How to Wire a Preamplifierby David Lipscomb
Preamplifiers are system hubs, where all the source devices, such as CD players and turntables, converge. Preamps also are the signal distribution centers, connecting to external amplification. Connected using low-level signals, preamplifiers do not actively amplify anything. However, without a preamp, most modern amplifiers would lack sufficient signal voltage to produce a volume level suitable for most applications. For those familiar with connecting receivers, connecting preamps is the same, with the addition of additional cabling required to lead to the amplifiers.
Access the rear of the sources, preamp and amplifier(s). Locate the output jacks on the back of the sources and the corresponding inputs on the preamp.
Connect the sources to the preamp using the best possible connection. In descending order, this would be HDMI, digital optical, digital coaxial and RCA analog. Push in the connectors from the audio outputs on the sources to the appropriately-labeled inputs on the preamp.

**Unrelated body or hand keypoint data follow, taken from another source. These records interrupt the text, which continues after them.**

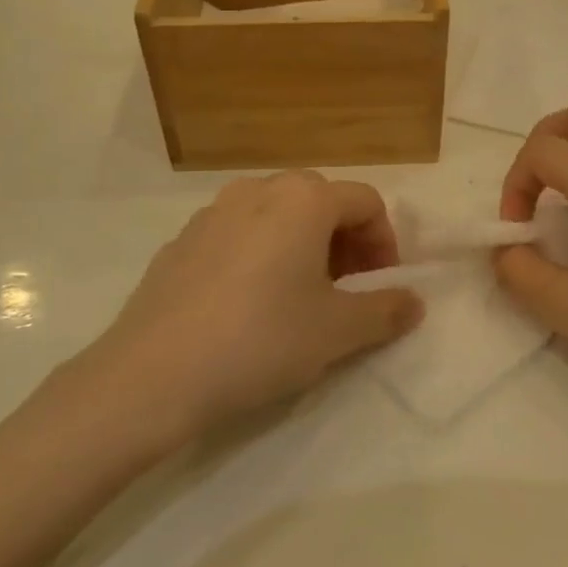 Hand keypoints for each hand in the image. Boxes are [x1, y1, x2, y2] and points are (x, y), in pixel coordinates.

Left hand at [64, 172, 423, 442]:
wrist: (152, 375)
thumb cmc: (261, 341)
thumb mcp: (337, 331)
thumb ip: (385, 310)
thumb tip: (415, 301)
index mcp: (303, 200)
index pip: (365, 201)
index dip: (385, 242)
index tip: (381, 285)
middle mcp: (258, 190)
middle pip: (320, 200)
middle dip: (345, 239)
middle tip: (347, 288)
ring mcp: (213, 213)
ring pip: (276, 214)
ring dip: (302, 243)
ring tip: (300, 295)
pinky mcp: (181, 241)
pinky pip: (238, 234)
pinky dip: (260, 253)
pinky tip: (249, 304) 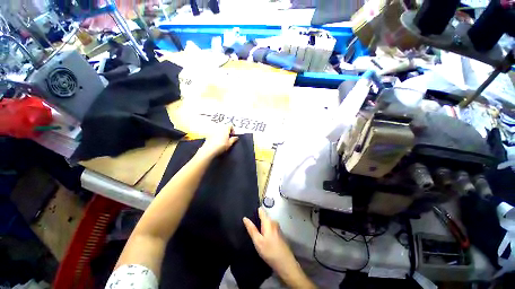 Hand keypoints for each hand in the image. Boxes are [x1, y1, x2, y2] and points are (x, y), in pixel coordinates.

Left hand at [199, 125, 238, 157]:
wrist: (209, 149)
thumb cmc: (221, 146)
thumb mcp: (230, 143)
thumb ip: (234, 139)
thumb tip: (236, 137)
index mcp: (225, 128)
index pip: (231, 125)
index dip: (233, 130)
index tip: (232, 135)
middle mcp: (219, 127)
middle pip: (225, 126)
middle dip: (227, 131)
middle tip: (228, 138)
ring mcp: (213, 129)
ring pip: (220, 129)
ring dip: (222, 133)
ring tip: (222, 140)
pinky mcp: (209, 133)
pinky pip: (215, 132)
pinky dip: (217, 135)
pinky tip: (217, 141)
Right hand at [243, 208, 304, 280]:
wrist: (285, 264)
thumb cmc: (270, 251)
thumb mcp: (258, 241)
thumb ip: (251, 229)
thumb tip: (245, 218)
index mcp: (268, 221)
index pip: (261, 210)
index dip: (254, 210)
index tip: (247, 213)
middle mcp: (273, 221)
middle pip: (263, 216)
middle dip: (256, 219)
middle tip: (248, 226)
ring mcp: (277, 227)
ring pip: (266, 223)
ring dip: (261, 225)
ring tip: (253, 231)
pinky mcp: (279, 233)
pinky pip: (270, 227)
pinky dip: (265, 230)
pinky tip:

Find the RCA preamp output cluster on the back of the preamplifier. Find the corresponding inputs on the back of the amplifier(s).
Plug the RCA cables from the preamp outputs to the matching inputs on the amps.
- Using monoblock amplifiers located close to speakers is widely accepted in the audiophile community as the best method. Shorter speaker cable runs, at the expense of longer RCA runs, allows better power transfer to the speaker.
- Connecting a powered subwoofer to a home theater receiver is also a method of connecting a preamplifier to an amplifier.
- Do not make preamp/amp connections with the system turned on.
Items you will need
- RCA cabling (to amplifier)
- Signal cabling (HDMI, optical, coaxial digital, etc.)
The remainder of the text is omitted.